アデノウイルスレファレンス
(Vol. 31 p. 77: 2010年3月号)

アデノウイルス感染症に関するサーベイランスとして、感染症法に基づく感染症発生動向調査では5類感染症の咽頭結膜熱および流行性角結膜炎が該当する。5類感染症は、感染症の発生状況を把握・分析して一般国民や医療関係者に情報提供することにより、感染症の発生およびまん延を防止すべき感染症である。発生動向調査は英語のSurveillanceであり、WHOによると、Information for Actionとされている。対策行動(action)に結びつかない限りサーベイランスと言えない。

アデノウイルス感染症を考えるとき、発生動向をどのように把握・分析して国民や医療関係者に情報提供するべきであろうか。サーベイランスが対策に結びつくために、情報の受け手である国民と医療関係者へのアデノウイルス感染症の症状および予防法(IASR 29:95, 2008)についての知識普及が重要である。アデノウイルスは種および血清型によって引き起こす疾患の種類と重篤度が異なる(IASR 29: 93-94, 2008)ことを周知するべきである。その知識があって初めて、例えば7型流行について適切な対策がなされ得る。また、近年発見された新型アデノウイルスについては、その病態および重要性についての知識の普及と、正確な診断系の確立および流行状況の把握が早急に必要である。

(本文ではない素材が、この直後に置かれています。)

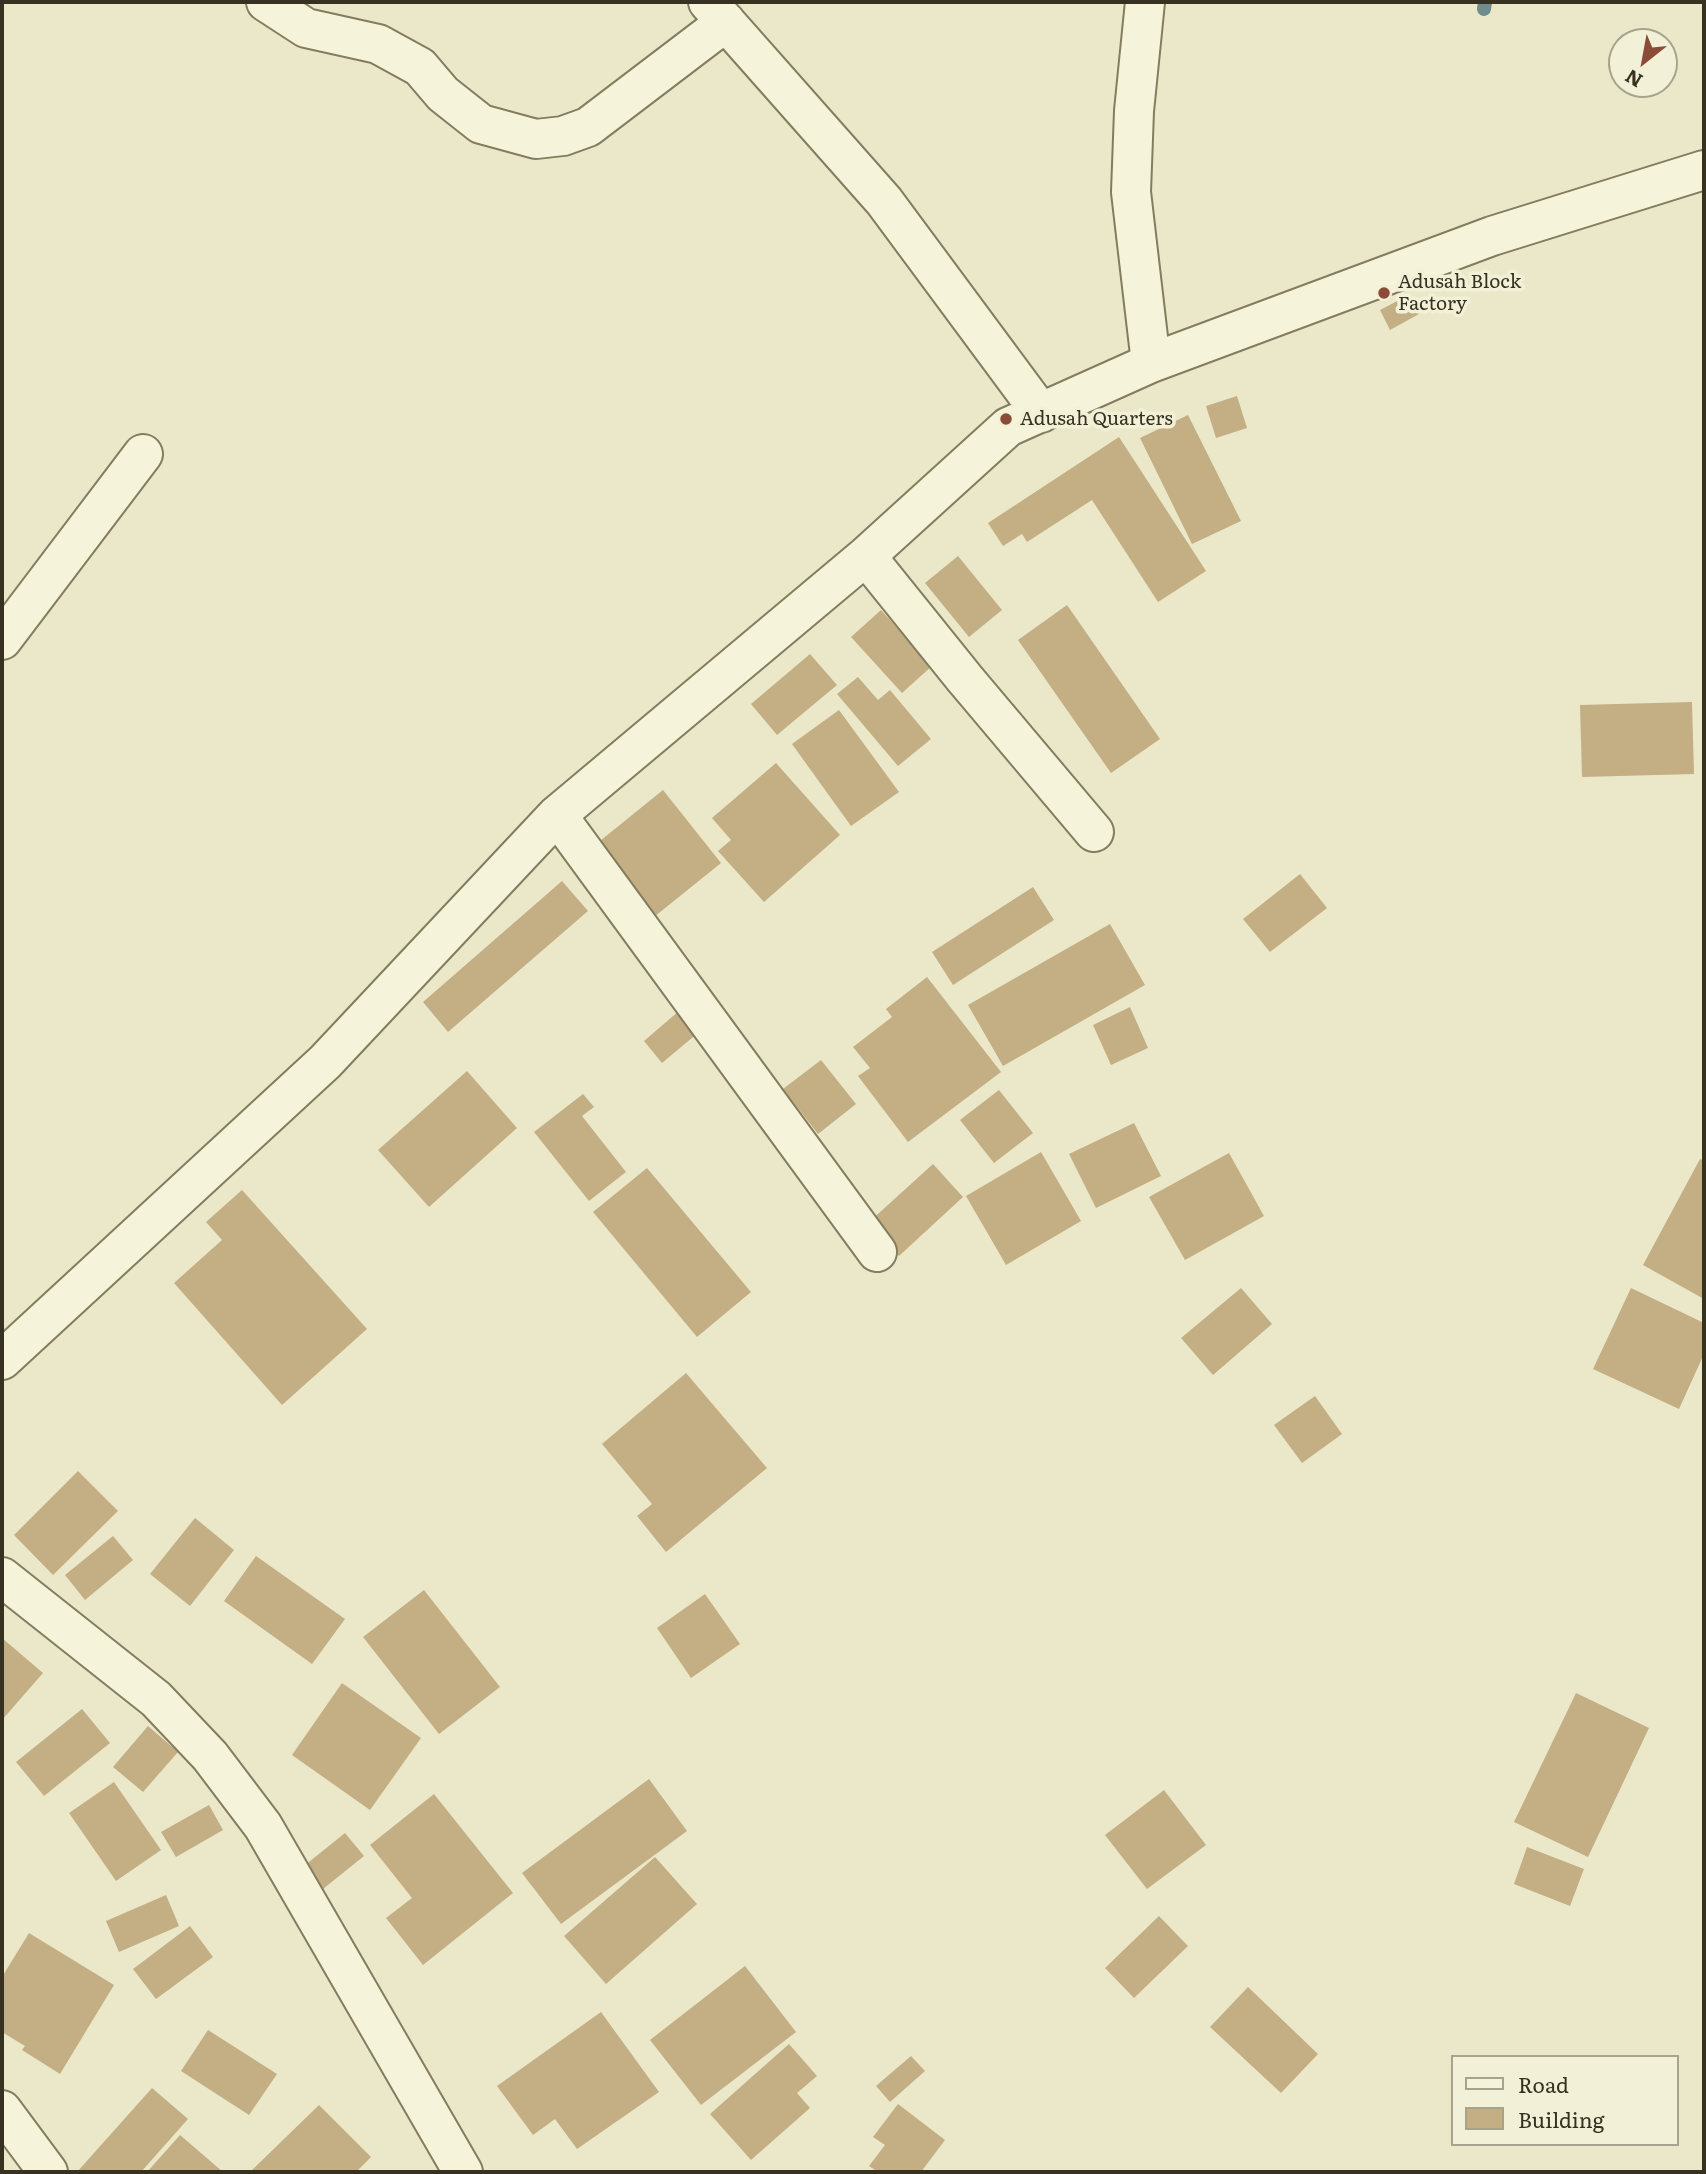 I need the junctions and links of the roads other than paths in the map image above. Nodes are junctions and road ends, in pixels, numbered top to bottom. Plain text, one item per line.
1 (266, 2) edge
2 (1145, 2) edge
3 (717, 12) edge
4 (1704, 170) edge
5 (1151, 363) junction
6 (1041, 413) junction
7 (143, 454) dead end
8 (866, 556) junction
9 (2, 640) edge
10 (557, 815) junction
11 (1094, 832) dead end
12 (877, 1252) dead end
13 (2, 1360) edge
14 (2, 1577) edge
15 (2, 2110) edge
16 (48, 2172) edge
17 (463, 2172) edge

1 - 3 street
2 - 5 street
3 - 6 street
4 - 5 street
5 - 6 street
6 - 8 street
7 - 9 street
8 - 10 street
8 - 11 street
10 - 12 street
10 - 13 street
14 - 17 street
15 - 16 street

昨年に新しいアデノウイルス血清型である52〜54型が認められ、そのうち53および54型が流行性角結膜炎の病原体として流行していることが明らかになりつつある。そのうち、54型については分離に長期間の培養が必要であり、分離自体が困難なことも多い。また53型については22型とヘキソンの中和決定領域で同一配列を持つので、現在アデノウイルス53/22 として扱うことを考えている。53型については、青木ら(Aoki K, et al ., J Clin Microbiol, p3259-3269, 2008)およびWalsh ら(Walsh MP, et al ., PLoS One, e5635,2009)が報告している。54型は、石古ら(Ishiko H, et al ., J Clin Microbiol, p2002-2008, 2008)によって報告されている。

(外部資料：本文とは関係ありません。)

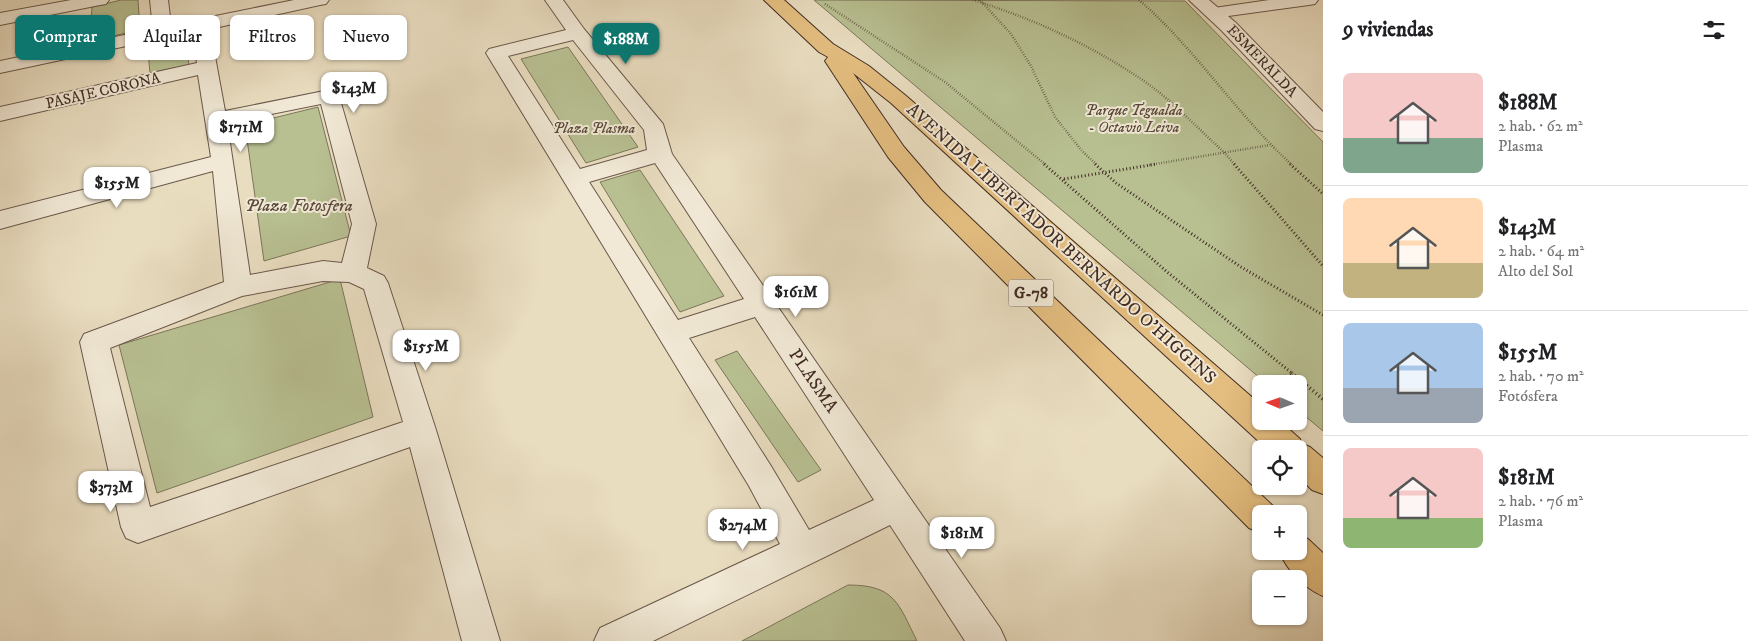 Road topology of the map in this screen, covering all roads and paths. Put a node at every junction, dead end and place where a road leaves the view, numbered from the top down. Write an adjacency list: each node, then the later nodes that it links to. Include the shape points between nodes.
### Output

これらの同定法として、2009年7月にアデノウイルスレファレンスセンター活動報告(第30回衛生微生物技術協議会)において暫定法を示した。この暫定法によっても54型が同定可能であり、同定困難な場合は行政検査として国立感染症研究所で確定検査を行っている。現在、より簡便に53および54型アデノウイルスを同定できるLAMP法をほぼ開発したので、各地区レファレンスセンター(表1)を通じて試薬を配布して評価する予定である。